I won't eat at Applebee's anymore

[Gazette Blog Editor's note: While I feel sorry for the employees, if this is the attitude of the CEO of Applebee's, it's better to just let the chain die a slow death at the hands of caring consumers.  The people won the election.  The people want health care, just like all the other developed nations have.]

Zane Tankel, the CEO of Applebee’s New York Franchise, Apple-Metro, is so dedicated to not spending money on his employees that he’s refusing to hire anyone new. Why? Because he might have to provide them health care.

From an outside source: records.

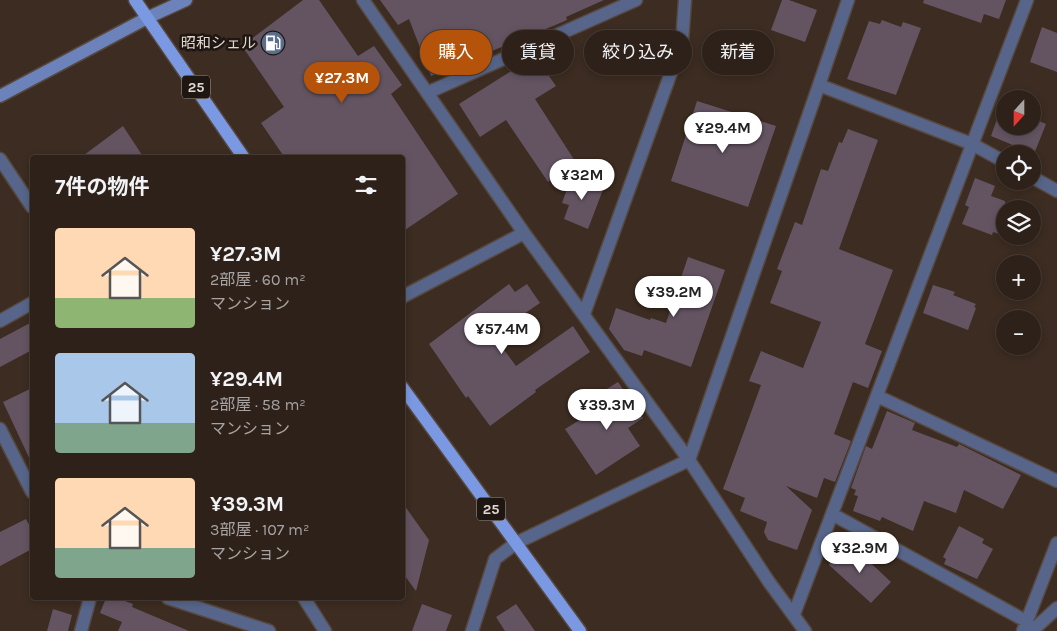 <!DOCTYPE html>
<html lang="ja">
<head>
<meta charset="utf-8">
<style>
	:root { --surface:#2d2119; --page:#392e26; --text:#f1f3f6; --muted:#a7a3a2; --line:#483e38; --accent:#b45309 }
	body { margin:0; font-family:Karla,"Noto Sans JP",sans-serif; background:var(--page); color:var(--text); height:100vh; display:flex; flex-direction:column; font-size:19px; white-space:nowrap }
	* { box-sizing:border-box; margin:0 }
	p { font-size:16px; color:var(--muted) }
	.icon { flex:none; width:28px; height:28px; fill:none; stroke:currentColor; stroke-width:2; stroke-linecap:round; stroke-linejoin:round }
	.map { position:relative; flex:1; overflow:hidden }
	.drawer { position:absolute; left:30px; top:155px; width:375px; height:445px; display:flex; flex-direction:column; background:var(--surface); border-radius:5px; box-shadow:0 2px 8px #0003,0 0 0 1px var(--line) }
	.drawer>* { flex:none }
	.hud { position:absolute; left:420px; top:30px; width:475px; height:45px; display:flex; gap:10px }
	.needle { width:32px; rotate:201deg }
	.controls { position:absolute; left:996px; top:90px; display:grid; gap:10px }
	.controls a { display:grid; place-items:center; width:45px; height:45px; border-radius:50%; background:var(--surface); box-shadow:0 2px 8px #0003,0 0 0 1px var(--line); font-size:25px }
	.price { position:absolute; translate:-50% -42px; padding:0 11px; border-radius:18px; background:#fff; color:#222; font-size:16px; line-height:32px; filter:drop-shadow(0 1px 2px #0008) }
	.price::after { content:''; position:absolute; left:50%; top:30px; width:15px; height:11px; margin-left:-8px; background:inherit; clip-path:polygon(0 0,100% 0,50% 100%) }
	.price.on { background:var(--accent); color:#fff }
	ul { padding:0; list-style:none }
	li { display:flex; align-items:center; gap:15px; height:125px; padding:0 25px }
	li span { display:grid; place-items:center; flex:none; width:140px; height:100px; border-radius:5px; color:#555 }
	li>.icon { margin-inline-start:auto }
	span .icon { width:60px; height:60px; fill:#fffc; stroke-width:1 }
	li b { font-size:21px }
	h2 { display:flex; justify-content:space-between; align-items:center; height:60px; padding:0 25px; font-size:21px }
	.chip { padding:0 18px; border-radius:22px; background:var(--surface); box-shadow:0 2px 8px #0003,0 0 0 1px var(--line); font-size:18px; line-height:45px }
	.chip.on { background:var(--accent); color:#fff }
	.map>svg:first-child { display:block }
</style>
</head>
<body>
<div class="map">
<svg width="1057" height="631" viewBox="0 0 1057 631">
	<rect width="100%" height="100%" fill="#3c2c21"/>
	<path fill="#645462" d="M303,0H319L358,56L374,46L402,85L391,94L458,194L402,232V158H285L261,123L284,107L242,46Z
		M380,0H604L566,17L567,20L553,26L431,76L409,19L398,25Z
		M782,0H789L817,10L805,42L771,30Z
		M924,0H1006L999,19L984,14L981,23L923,3Z
		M882,20L901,27L903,22L921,28L896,95L847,79L869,21L880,24Z
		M1042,27L1057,33V72L1030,62Z
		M535,56L556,86L535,99L575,161L548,182L506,120L480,137L459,104Z
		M697,101L776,126L748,207L671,181Z
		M1002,105L1005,106V126H1032V118L1046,124L1034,154L991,136Z
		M123,126L144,158H80Z
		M848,129L878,140L839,249L893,270L865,344L882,351L868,388L853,382L834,434L851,441L835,482L824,478L817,498L786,486L812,510L797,550L768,540L764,532L767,522L740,511L745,498L723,489L761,385L749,381L761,351L803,368L821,322L770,303L782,271L777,269L795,222L802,225L821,169L828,171L839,142L842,143Z
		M572,175L604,187L588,229L564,219L569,205L562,203Z
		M975,178L995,186L991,196L1005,201V236L993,232L992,235L962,224L969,207L965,205Z
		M688,257L725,270L691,367L644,350L642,356L624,350L609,329L616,308L650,320L651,318L666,323Z
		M509,284L515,292L527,284L540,303L493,335L516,366L573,326L590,352L535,390L536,392L490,426L468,396L466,398L429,344Z
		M933,285L955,292L953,295L976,304L974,307L976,308L968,330L923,313Z
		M32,322V350L0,367V339Z
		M618,382L643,418L628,428L640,446L596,475L565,429L609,402L602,392Z
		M32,388V464L3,402Z
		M887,411L915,423L912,430L957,447L959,444L1021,475L1003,509L964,490L956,513L924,501L913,531L882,517L880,521L853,511L858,496L854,495L856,490L851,488L866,446L872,449Z
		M402,502L429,540L416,591L402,572Z
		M26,519L32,530V549L0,566V532Z
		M959,526L984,539L982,543L993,549L977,579L944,564L946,559L943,557Z
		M835,548L856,558L860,553L891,582L871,603L829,565Z
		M106,598H117L133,604L132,607L189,631H118L122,622L100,613Z
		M422,604L452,615L446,631H412Z
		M516,604L535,631H505L496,617Z
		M53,609L72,615L68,631H47Z"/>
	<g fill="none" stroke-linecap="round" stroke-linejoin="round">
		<g stroke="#57473d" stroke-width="15">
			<path id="street" d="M363,0L524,233L689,460L769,582L805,631
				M819,85L848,0
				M429,92L636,0
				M0,159L32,207
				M1032,177L1057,191
				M402,297L524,233
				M584,314L682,42L685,0
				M0,321L32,303
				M877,396L1057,481
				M0,429L32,492
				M832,514L1026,621
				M168,598L269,631
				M304,598L325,631
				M794,614L1027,0
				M81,631L90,598
				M472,631L495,559L516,543L689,460L819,85L972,144L1005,162
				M1023,631L1057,543
				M1032,631L1057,608"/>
		</g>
		<g stroke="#57473d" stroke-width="15">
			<path id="secondary" d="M0,96L149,17L186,0"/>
		</g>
		<g stroke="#57473d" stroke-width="15">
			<path id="primary" d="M135,0L244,158
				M402,387L580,631"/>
		</g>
		<use href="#street" stroke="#566589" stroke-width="12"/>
		<use href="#secondary" stroke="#6b82bb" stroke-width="12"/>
		<use href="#primary" stroke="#7b98e2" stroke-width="12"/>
	</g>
	<defs>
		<g id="fuel-disc" transform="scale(1.25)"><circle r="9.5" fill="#5c6f8a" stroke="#1e1611"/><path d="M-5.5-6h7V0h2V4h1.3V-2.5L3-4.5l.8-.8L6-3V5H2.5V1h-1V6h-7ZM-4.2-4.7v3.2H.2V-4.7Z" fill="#fff"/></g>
	</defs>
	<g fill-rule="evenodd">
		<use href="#fuel-disc" x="273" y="43"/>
	</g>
	<g text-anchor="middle" stroke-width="5" stroke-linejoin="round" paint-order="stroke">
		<g fill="#1e1611" stroke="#a79c97" stroke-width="1">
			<rect x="182" y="75.5" width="28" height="23" rx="4"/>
			<rect x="477" y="497.5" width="28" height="23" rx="4"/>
		</g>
		<g font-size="14" font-weight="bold" fill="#e2d6d0">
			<text x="196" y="92">25</text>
			<text x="491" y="514">25</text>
		</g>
		<g font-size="15" fill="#e2d6d0" stroke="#1e1611" text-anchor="end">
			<text x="256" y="48">昭和シェル</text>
		</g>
	</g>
</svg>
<div class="controls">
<a><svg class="needle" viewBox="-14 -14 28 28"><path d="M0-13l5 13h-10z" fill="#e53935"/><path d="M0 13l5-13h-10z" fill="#a7a3a2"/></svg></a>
<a><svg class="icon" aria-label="locate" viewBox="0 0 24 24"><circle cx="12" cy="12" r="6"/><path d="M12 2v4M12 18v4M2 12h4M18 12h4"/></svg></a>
<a><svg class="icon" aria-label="layers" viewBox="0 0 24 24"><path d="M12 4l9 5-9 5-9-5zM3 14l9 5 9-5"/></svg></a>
<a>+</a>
<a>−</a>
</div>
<b class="price on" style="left:342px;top:104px">¥27.3M</b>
<b class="price" style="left:723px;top:154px">¥29.4M</b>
<b class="price" style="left:582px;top:201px">¥32M</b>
<b class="price" style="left:674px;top:318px">¥39.2M</b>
<b class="price" style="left:502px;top:355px">¥57.4M</b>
<b class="price" style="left:607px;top:431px">¥39.3M</b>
<b class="price" style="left:860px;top:574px">¥32.9M</b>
<div class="hud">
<a class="chip on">購入</a>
<a class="chip">賃貸</a>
<a class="chip">絞り込み</a>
<a class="chip">新着</a>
</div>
<section class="drawer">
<h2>7件の物件<svg class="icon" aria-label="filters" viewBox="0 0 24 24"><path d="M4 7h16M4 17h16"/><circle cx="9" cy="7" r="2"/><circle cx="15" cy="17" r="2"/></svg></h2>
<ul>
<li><span style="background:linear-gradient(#ffd9b3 70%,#8fb573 0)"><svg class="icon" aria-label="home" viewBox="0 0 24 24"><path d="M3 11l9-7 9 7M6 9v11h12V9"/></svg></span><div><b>¥27.3M</b><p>2部屋 · 60 m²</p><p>マンション</p></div></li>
<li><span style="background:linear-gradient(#a9c7e8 70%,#7fa58c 0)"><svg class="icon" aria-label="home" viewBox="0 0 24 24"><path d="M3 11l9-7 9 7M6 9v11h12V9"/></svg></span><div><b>¥29.4M</b><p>2部屋 · 58 m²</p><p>マンション</p></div></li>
<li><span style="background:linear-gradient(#ffd9b3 70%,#7fa58c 0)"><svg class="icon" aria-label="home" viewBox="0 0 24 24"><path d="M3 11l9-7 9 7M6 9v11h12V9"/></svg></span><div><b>¥39.3M</b><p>3部屋 · 107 m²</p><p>マンション</p></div></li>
</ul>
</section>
</div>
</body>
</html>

Under the Affordable Care Act, a business of 50 people or more must provide a health care option for its employees by 2014. The 40 Applebee’s restaurants in New York employ hundreds of people, and Tankel believes providing them with health insurance plans will be too costly. In an appearance on Fox Business News, the CEO said he won’t be able to hire new people because of the law, and even floated the idea of layoffs:
TANKEL: We’ve calculated it will be some millions of dollars across our system. So what does that say — that says we won’t build more restaurants. We won’t hire more people — exactly the opposite of what the President says.
HOST: Do you feel under pressure to move to a more part-time workforce, as other restaurants are doing because of Obamacare?
TANKEL: The model’s been set. I’m sure all our people are watching this right now, so I don’t want to make any commitments one way or another. I just want to say we’re looking at it, we’re evaluating it, if it’s possible to do without cutting people back, I’m delighted to do it. But that also rolls back expansion, it rolls back hiring more people, and in a best-case scenario we only shrink the labor force minimally.

It is virtually impossible that a company the size of Applebee’s will be able to avoid providing health care in the long-term — and it’s not really in their interest, either. Studies have shown that a company that provides health care has a higher retention rate for its employees, reports more employee satisfaction, and draws the best employees to the job.

And although providing his employees with affordable health insurance doesn’t seem to be a priority for Tankel, they likely have no other options when it comes to accessing health care. Many low-wage workers in the restaurant industry often don’t qualify for Medicaid because they earn salaries that are just barely over the threshold, but they also don’t make enough to be able to afford insurance on the private market.